> **Task prompt**: Search the entries below for "Belgrave". Report each line where it occurs.
The data Block Start
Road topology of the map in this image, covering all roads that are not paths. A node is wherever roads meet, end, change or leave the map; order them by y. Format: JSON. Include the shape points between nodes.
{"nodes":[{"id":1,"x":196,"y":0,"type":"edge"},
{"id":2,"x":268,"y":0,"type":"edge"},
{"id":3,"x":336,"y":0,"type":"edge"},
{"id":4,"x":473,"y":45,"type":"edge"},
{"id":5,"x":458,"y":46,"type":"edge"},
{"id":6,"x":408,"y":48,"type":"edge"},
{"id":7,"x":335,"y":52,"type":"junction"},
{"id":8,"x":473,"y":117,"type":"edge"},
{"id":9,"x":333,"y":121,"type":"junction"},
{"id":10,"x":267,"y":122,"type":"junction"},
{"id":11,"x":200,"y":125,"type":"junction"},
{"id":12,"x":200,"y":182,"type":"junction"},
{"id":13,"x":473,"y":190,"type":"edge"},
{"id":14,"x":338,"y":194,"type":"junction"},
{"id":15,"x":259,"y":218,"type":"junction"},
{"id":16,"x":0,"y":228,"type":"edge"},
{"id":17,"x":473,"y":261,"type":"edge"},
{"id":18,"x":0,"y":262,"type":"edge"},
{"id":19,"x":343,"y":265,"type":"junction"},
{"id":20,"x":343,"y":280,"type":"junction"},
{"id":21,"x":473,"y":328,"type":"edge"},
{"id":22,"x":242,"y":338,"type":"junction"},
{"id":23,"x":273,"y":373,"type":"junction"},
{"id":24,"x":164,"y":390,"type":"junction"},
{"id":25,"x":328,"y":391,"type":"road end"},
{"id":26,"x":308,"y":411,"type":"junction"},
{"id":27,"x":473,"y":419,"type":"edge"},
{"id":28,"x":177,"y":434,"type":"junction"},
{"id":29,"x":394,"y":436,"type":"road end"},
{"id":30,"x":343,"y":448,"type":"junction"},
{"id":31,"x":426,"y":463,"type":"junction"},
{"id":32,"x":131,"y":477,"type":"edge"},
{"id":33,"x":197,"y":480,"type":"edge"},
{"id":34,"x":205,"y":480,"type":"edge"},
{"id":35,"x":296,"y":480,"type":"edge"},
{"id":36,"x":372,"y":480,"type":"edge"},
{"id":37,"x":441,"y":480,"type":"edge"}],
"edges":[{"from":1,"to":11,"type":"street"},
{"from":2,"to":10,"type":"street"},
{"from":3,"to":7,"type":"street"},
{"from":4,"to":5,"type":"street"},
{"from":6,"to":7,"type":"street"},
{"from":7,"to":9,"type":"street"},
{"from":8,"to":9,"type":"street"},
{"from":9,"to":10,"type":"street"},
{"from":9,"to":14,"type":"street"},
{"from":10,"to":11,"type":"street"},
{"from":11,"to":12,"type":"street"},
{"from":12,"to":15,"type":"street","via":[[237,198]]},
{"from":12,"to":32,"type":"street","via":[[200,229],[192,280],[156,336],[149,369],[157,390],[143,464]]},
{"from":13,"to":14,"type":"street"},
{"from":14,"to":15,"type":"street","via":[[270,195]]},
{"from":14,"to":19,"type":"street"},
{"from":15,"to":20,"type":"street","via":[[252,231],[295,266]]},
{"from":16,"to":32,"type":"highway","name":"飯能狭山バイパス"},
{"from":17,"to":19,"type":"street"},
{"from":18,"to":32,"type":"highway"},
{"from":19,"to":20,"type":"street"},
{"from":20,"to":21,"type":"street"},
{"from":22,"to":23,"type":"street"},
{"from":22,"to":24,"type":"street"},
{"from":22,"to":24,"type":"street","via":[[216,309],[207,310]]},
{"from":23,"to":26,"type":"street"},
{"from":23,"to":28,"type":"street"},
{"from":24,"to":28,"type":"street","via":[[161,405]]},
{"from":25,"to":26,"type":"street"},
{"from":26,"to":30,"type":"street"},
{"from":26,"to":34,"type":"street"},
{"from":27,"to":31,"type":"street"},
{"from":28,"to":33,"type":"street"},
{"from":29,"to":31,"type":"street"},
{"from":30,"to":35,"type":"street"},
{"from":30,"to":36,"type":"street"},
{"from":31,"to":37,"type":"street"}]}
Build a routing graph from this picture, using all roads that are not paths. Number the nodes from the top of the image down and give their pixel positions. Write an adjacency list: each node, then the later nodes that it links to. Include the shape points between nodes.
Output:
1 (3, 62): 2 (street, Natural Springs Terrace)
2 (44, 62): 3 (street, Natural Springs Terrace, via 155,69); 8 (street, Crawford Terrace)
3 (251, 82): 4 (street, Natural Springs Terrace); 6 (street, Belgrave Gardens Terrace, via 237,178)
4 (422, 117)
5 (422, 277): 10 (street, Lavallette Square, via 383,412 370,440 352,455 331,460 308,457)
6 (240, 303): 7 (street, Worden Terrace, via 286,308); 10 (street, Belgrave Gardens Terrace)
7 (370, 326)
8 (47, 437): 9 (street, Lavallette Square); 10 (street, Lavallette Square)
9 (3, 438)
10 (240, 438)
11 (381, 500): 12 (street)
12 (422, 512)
The data Block End
> **Answer for the task**:
3 (251, 82): 4 (street, Natural Springs Terrace); 6 (street, Belgrave Gardens Terrace, via 237,178)
6 (240, 303): 7 (street, Worden Terrace, via 286,308); 10 (street, Belgrave Gardens Terrace)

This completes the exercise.